* WHAT YOU ARE ASKED TO DO
Within the listing below, determine how many lines hold the word "Mandela". Give the number with no commentary.

* DATA IN THIS EXERCISE
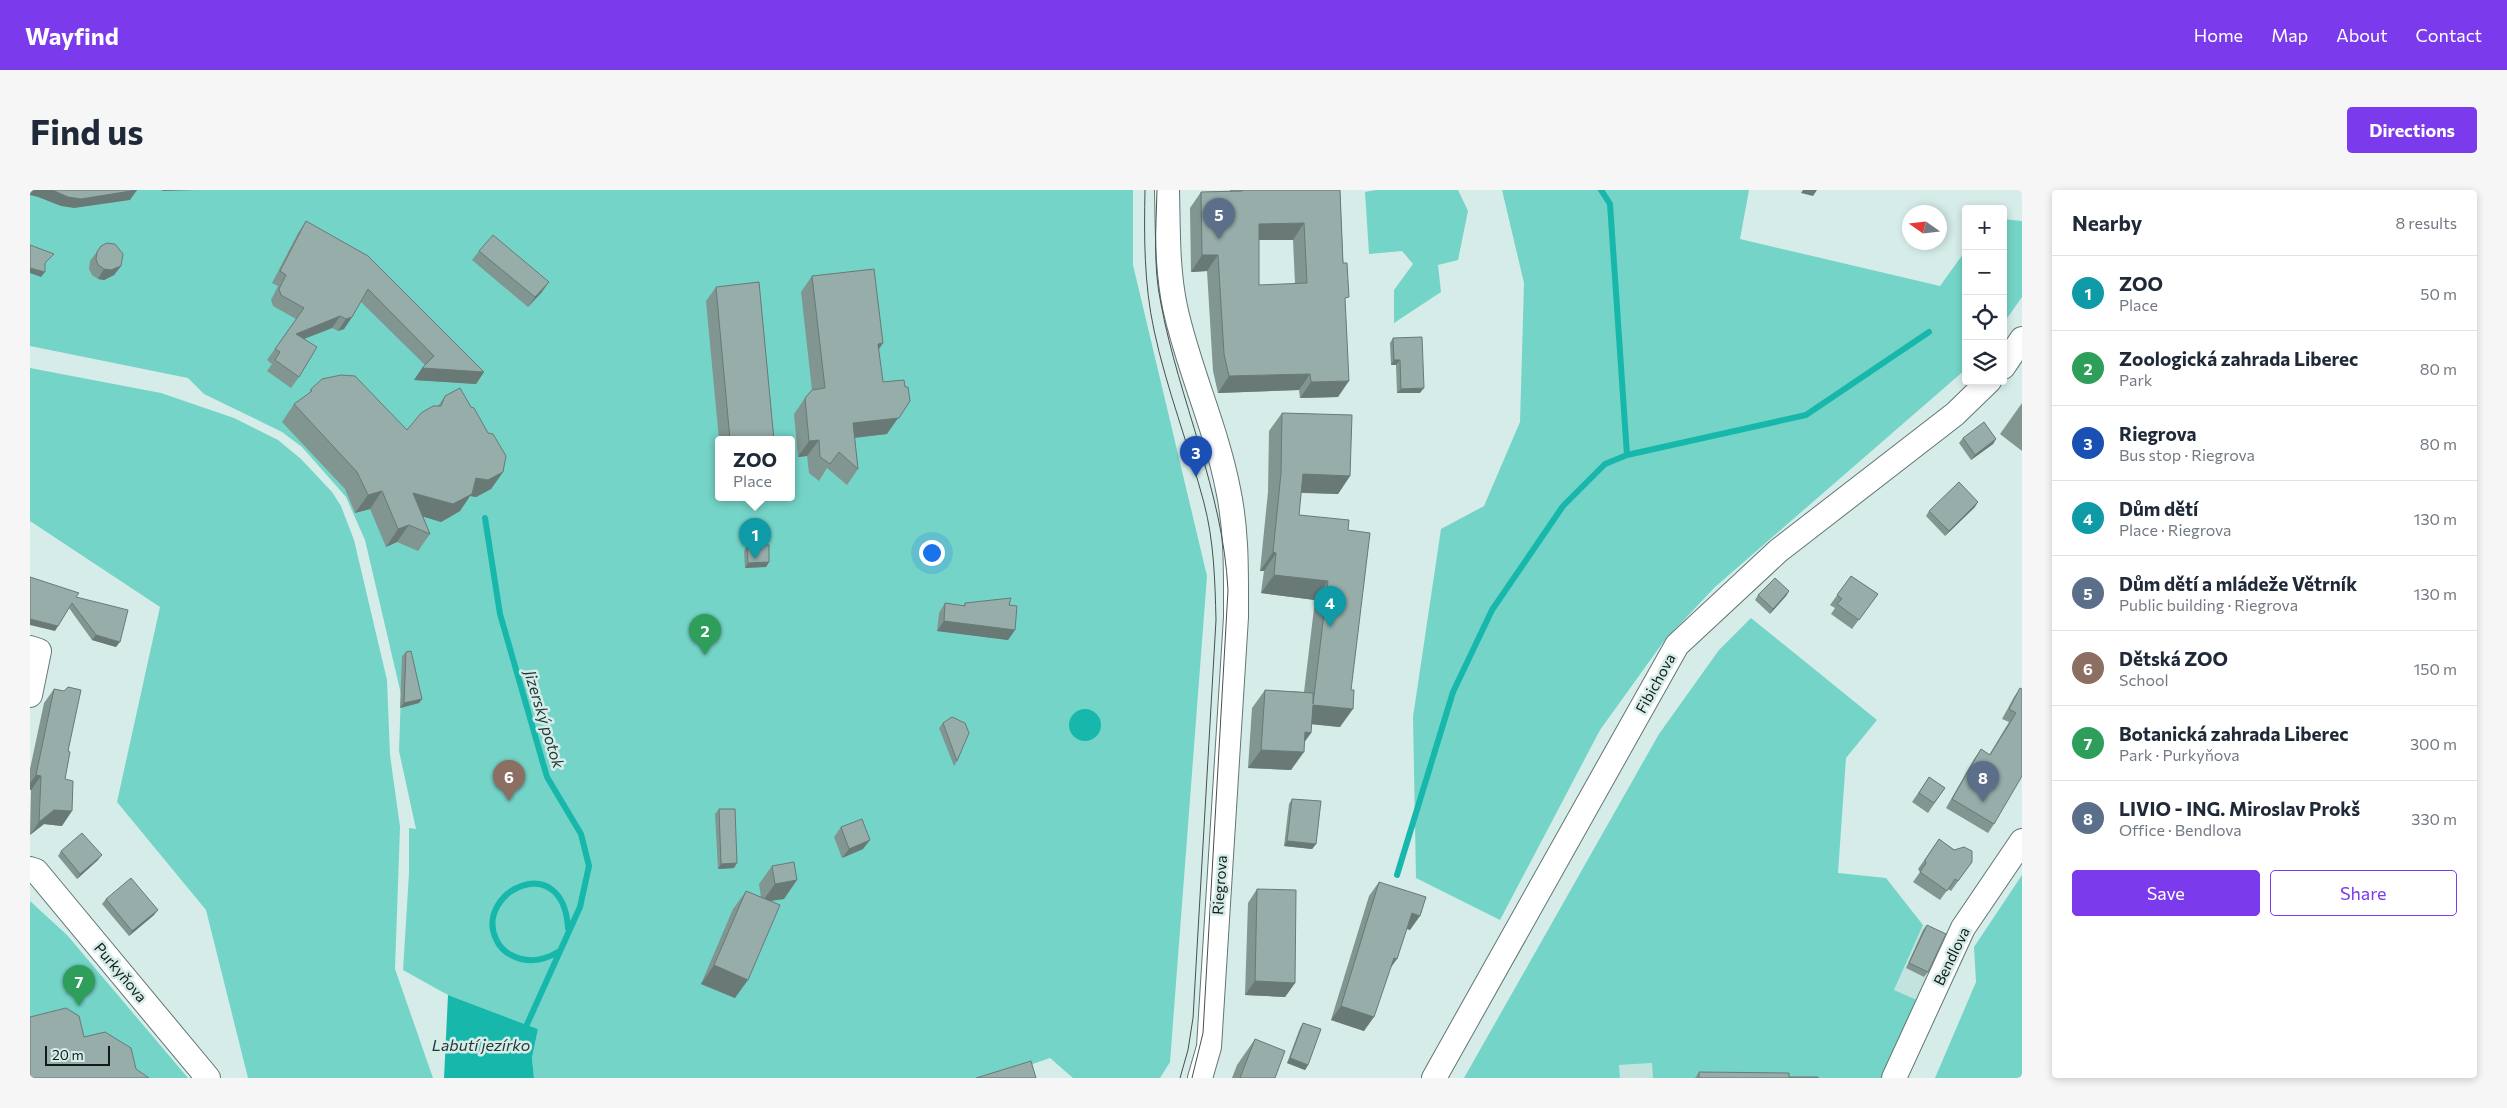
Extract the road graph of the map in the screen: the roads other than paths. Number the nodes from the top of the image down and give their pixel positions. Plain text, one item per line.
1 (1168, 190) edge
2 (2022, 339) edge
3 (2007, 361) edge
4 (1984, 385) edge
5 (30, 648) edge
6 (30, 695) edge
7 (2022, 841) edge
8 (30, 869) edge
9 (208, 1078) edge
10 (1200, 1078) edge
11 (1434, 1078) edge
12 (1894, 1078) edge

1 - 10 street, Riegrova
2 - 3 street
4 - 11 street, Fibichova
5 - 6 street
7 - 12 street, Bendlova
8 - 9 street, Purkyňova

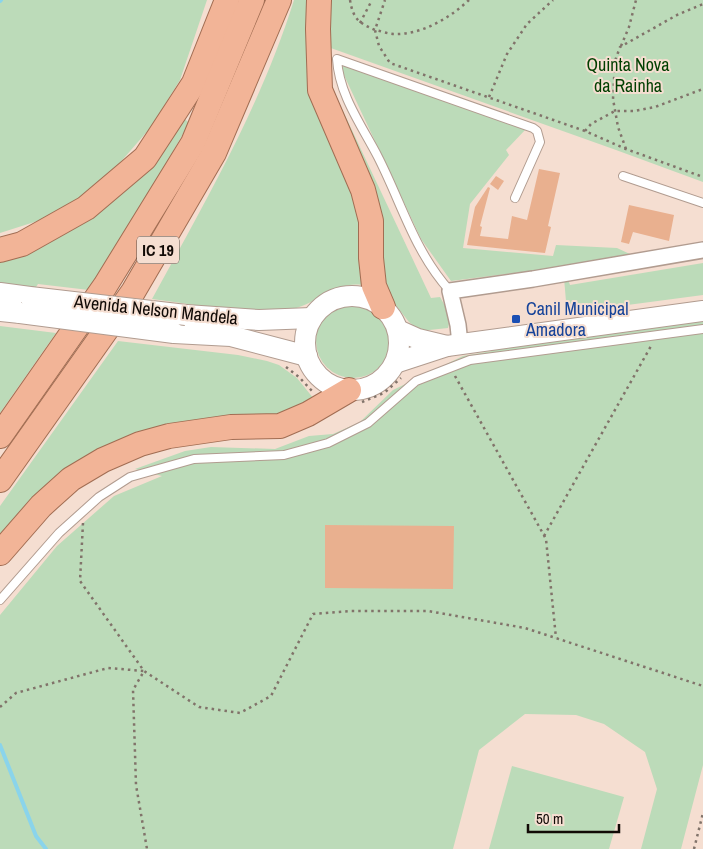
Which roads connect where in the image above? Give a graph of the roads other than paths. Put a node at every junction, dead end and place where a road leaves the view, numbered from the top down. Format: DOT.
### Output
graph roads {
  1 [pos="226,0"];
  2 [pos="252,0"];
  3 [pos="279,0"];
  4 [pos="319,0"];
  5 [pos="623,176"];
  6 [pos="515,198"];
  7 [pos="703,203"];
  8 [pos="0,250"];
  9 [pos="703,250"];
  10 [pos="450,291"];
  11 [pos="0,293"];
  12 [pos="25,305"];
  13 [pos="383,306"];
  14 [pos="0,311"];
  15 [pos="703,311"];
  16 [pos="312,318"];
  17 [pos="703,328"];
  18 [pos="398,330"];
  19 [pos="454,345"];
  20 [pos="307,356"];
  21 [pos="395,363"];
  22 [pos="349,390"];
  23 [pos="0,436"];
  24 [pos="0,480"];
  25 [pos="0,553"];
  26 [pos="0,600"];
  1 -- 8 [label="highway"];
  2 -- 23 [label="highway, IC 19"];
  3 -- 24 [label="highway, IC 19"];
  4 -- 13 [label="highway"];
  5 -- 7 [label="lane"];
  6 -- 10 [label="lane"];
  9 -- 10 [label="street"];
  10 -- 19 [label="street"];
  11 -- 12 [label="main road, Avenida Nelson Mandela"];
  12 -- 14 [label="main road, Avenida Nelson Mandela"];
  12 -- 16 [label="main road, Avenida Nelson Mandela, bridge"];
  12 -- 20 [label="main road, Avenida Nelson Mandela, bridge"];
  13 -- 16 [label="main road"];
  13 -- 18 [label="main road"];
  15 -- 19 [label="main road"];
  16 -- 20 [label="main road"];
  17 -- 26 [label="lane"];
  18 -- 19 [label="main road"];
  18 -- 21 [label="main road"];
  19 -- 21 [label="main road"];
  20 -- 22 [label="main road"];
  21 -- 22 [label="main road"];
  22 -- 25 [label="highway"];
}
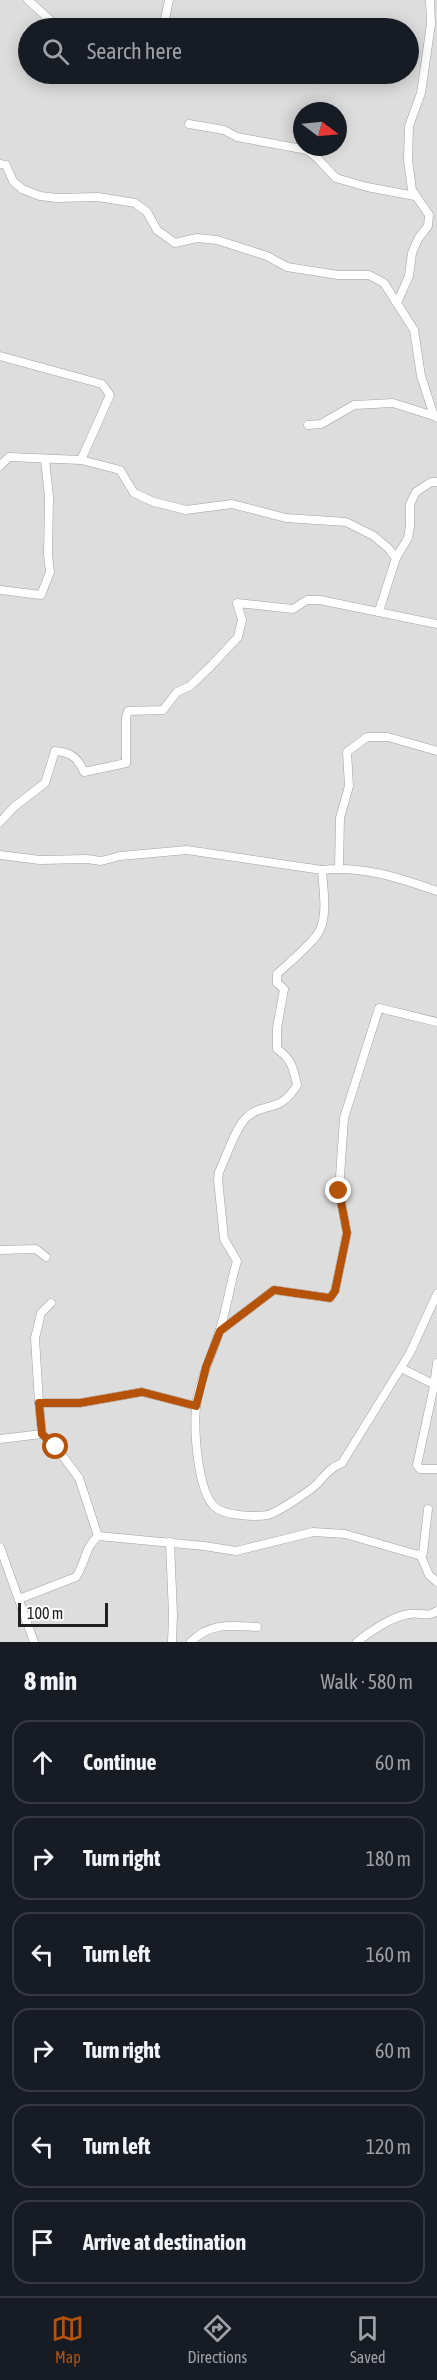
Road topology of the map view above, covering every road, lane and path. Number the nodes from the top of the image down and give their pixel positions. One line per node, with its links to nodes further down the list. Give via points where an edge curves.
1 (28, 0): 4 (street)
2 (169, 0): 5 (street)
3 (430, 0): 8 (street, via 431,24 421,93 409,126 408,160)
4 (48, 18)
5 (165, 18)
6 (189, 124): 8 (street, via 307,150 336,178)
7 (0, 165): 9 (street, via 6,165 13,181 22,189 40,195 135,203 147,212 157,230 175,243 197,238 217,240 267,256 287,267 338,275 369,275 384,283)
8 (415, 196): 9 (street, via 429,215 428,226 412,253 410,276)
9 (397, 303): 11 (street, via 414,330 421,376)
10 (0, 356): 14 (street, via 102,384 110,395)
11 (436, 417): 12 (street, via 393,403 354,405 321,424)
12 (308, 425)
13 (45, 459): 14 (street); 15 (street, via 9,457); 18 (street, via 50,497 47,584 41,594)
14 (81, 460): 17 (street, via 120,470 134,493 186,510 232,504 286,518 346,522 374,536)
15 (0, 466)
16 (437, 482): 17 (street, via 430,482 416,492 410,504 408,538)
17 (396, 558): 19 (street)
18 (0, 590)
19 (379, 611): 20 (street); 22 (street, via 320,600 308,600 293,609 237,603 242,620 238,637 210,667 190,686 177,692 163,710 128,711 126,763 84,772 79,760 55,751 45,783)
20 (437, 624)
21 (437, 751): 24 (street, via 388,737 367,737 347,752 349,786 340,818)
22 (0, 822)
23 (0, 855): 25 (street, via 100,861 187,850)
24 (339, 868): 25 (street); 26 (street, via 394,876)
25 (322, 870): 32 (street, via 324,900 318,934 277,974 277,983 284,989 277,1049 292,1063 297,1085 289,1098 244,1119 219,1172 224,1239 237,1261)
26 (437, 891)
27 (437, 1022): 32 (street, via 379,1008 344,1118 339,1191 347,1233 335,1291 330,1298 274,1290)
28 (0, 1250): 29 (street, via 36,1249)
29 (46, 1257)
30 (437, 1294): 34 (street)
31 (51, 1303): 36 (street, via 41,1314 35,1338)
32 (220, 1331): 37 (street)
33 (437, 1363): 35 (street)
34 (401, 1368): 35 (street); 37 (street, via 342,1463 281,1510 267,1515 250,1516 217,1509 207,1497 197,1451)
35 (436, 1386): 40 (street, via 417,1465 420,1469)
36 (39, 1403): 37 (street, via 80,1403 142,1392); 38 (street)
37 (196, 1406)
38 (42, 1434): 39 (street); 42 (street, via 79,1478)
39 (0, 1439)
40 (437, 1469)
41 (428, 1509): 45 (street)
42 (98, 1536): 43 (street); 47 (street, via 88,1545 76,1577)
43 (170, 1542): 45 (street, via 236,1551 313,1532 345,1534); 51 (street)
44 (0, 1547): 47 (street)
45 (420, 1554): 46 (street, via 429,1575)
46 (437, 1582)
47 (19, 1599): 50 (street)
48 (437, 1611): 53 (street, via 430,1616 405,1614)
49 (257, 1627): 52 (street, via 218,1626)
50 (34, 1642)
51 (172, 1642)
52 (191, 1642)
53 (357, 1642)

* REPLY TO THE TASK
4